La GIP est ouverte à tous les acteurs impliqués ou concernés par les développements en termes de gouvernance et politiques de l'Internet. Il faut faciliter une convergence accrue entre les acteurs basés à Genève. Les réactions que nous avons enregistrées jusqu'à présent sont très encourageantes. En trois mois d'activité, nous avons enregistré près de 600 personnes qui, à titre individuel ou officiel, ont participé à nos activités ou ont manifesté leur intérêt à suivre le travail de la GIP. Mais dans notre cas, la levée de fonds est délicate car nous ne pouvons accepter de conditions limitatives.

Comment comptez-vous atteindre les acteurs qui ne sont pas basés à Genève?

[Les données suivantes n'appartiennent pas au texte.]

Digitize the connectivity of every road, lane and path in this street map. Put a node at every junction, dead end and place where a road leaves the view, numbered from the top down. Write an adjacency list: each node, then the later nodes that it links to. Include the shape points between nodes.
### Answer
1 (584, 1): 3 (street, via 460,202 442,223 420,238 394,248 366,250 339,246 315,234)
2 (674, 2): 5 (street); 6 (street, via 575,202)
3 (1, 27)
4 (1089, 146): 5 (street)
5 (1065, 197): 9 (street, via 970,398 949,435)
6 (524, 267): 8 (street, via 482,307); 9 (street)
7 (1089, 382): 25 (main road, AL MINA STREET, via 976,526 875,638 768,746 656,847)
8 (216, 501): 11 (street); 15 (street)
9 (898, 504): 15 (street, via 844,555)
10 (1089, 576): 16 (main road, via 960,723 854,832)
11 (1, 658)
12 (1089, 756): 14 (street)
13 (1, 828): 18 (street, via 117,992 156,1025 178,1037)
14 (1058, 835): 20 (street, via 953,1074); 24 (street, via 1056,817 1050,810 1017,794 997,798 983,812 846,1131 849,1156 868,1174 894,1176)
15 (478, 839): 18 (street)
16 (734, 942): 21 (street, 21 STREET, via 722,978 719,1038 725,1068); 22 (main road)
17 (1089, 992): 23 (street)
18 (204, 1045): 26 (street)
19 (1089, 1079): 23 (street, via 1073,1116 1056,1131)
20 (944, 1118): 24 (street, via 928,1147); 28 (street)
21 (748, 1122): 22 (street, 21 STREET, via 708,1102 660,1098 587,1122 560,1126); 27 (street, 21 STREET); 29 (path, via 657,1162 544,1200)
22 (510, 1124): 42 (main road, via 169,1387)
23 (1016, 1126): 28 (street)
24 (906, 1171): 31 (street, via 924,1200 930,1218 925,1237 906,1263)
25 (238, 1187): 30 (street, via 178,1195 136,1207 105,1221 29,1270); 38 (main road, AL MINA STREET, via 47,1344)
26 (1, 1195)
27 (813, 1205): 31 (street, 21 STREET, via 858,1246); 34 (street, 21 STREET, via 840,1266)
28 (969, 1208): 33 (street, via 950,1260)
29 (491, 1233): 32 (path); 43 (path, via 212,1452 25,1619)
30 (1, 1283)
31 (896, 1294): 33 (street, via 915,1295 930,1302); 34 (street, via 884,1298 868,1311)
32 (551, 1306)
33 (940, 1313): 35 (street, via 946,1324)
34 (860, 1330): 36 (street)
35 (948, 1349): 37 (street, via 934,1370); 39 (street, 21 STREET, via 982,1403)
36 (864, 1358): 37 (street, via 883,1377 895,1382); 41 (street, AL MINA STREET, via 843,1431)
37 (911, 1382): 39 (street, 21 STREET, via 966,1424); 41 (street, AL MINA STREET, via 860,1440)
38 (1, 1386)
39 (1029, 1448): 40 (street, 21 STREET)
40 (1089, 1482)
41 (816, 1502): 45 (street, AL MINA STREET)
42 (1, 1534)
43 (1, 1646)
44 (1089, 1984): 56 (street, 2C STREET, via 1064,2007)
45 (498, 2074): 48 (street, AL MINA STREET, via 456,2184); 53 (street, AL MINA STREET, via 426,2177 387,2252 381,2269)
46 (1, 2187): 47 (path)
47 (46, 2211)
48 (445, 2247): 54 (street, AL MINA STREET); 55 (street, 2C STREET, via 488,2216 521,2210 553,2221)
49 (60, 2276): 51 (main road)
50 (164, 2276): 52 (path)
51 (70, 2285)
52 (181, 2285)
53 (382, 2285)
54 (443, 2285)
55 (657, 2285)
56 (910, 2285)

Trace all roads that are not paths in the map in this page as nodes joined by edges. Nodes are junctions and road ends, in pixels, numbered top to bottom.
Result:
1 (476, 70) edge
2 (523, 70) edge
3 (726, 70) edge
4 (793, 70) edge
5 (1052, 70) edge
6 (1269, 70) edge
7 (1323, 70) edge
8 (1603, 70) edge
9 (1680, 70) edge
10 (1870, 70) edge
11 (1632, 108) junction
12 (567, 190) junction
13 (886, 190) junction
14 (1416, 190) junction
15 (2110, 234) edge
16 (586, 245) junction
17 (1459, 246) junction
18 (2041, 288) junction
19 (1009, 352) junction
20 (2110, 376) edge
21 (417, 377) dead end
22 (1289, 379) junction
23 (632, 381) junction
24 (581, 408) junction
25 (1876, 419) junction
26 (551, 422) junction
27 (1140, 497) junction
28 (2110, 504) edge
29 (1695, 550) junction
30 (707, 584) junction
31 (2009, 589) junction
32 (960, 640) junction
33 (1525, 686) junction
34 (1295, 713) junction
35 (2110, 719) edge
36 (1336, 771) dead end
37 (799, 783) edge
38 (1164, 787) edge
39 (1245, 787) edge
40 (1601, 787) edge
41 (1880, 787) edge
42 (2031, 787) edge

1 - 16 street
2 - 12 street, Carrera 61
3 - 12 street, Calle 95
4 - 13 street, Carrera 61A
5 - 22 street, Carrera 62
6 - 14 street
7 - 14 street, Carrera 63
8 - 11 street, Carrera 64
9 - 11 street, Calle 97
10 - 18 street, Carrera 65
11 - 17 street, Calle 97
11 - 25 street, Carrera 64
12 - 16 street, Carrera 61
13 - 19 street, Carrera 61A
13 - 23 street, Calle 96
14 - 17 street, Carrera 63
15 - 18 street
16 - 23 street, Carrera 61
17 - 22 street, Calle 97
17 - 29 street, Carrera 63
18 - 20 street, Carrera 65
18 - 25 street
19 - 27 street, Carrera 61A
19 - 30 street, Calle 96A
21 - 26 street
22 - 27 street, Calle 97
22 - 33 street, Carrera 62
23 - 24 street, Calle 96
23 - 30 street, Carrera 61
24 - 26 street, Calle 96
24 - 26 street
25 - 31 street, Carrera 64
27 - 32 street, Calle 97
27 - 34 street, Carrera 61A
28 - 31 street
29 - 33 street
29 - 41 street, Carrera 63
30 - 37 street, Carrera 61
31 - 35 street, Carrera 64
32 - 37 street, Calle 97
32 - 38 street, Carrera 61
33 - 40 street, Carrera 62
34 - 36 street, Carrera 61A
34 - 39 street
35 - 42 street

Nous les impliquons à travers des activités et initiatives concrètes. Par exemple, lors des préparations pour le NETmundial à São Paulo, la GIP a fourni des séances d'information et des webinaires avec le principal groupe d'experts brésilien FGV (voir www.fgv.br). Dans le cadre du suivi, nous sommes en train de discuter des modalités d'implication du FGV dans nos activités basées à Genève, y compris des bourses de recherche auprès de la GIP. De nombreuses discussions parallèles sont menées avec les acteurs du monde entier. En février de cette année, avec l'aide du Canton de Genève, la GIP a pu fournir une introduction à la ville de Genève et aux politiques numériques à un groupe de 80 élèves et professionnels du Collège de l'Europe, un établissement d'enseignement de premier plan pour les futurs diplomates européens. La GIP a aussi prévu de travailler avec des centres de recherches et des groupes d'experts basés aux Etats-Unis et en Europe. Afin d'assurer une diversité dans les opinions, elle impliquera des chercheurs et décideurs politiques issus de pays et régions qui sont souvent absents du débat politique. A la mi-juin par exemple, nous animerons un événement sur l'Internet à destination des petits états insulaires, avec la participation de 10 fonctionnaires venant des îles du Pacifique.

En quoi Genève constitue-t-elle un emplacement de choix pour lancer une telle plateforme?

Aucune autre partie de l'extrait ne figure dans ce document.